### What the task requires
Work out how many lines of the listing hold the string "where". Answer with that number alone.

### Data excerpts
============================================================
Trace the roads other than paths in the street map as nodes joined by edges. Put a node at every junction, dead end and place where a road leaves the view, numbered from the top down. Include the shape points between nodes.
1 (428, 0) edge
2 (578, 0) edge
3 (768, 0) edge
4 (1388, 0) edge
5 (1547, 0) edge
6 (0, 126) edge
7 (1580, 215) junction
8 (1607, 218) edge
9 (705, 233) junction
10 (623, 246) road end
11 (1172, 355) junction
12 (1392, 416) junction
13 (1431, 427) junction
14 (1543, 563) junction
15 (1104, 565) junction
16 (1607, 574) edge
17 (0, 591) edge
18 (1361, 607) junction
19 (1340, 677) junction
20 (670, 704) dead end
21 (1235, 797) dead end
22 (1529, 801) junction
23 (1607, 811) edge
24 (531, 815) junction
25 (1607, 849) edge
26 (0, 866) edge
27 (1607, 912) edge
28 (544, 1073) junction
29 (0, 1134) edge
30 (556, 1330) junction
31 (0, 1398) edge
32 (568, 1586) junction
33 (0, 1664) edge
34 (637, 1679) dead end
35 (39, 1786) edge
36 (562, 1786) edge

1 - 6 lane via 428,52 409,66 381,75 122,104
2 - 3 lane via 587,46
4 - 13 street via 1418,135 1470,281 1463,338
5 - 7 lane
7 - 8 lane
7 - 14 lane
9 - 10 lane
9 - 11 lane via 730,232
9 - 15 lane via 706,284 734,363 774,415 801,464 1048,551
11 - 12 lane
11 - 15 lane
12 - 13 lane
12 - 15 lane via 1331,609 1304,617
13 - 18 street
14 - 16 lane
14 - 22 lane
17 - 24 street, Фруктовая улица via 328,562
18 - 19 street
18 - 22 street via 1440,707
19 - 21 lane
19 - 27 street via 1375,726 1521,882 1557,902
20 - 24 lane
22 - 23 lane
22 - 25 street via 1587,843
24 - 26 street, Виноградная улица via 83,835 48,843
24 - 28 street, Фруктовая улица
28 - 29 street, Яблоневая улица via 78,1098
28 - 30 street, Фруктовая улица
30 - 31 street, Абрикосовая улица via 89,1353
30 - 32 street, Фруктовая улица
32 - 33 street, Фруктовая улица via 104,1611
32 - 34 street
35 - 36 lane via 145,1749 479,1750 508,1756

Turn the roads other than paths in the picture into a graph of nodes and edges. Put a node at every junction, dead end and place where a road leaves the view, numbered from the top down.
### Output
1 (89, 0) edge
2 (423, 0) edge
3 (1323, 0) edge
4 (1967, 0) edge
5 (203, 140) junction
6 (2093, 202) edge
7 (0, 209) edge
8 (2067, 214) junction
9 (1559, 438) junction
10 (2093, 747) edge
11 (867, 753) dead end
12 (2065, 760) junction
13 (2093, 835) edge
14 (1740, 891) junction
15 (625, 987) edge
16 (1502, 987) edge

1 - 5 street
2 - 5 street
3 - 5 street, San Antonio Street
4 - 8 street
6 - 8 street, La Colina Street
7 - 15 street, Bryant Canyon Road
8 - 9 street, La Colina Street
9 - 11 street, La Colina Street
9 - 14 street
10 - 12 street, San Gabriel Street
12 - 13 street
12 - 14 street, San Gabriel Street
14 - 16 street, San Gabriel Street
============================================================
### Exercise response
2